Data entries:
■ ■ ■ ■

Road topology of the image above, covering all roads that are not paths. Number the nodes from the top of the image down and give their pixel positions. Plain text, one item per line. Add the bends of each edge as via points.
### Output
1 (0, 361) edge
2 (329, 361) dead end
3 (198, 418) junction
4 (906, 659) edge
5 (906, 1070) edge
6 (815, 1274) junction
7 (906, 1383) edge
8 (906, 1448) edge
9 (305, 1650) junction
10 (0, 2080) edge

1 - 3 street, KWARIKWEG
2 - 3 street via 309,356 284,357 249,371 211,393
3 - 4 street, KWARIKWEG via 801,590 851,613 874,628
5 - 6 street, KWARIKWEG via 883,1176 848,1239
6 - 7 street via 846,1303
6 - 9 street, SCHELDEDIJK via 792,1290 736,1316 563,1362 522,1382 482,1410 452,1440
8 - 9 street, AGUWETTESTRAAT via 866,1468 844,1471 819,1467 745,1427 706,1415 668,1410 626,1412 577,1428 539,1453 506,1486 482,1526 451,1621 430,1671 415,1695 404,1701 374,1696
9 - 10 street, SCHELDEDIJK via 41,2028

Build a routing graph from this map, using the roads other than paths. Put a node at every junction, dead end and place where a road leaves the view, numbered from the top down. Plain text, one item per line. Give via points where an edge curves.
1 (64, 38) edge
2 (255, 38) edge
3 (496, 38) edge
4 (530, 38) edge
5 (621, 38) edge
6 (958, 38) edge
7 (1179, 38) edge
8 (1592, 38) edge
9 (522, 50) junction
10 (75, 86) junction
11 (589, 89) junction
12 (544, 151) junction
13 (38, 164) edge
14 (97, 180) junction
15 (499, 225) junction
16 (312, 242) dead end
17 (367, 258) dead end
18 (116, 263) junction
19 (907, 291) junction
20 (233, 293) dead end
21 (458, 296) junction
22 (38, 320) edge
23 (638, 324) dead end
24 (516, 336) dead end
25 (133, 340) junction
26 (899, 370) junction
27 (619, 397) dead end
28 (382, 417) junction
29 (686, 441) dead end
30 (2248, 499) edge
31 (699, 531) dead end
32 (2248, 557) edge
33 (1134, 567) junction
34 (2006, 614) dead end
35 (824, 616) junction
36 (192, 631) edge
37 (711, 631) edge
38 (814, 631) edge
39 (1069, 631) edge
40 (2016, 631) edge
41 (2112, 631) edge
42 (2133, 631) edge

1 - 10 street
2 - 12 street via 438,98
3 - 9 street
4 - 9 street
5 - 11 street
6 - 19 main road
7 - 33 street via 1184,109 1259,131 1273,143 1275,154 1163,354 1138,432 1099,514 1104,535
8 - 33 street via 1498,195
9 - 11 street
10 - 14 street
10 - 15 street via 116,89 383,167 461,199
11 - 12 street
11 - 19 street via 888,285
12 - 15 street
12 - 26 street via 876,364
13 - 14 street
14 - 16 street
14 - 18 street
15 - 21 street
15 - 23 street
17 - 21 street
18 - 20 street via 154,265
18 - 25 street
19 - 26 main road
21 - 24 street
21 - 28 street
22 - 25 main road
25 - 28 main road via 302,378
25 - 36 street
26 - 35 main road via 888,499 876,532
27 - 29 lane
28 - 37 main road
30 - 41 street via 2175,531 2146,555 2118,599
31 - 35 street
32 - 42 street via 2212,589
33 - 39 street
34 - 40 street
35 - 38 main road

■ ■ ■ ■

Using the data above, return every line that contains the string "KWARIKWEG".

*ANSWER AREA*.
1 - 3 street, KWARIKWEG
3 - 4 street, KWARIKWEG via 801,590 851,613 874,628
5 - 6 street, KWARIKWEG via 883,1176 848,1239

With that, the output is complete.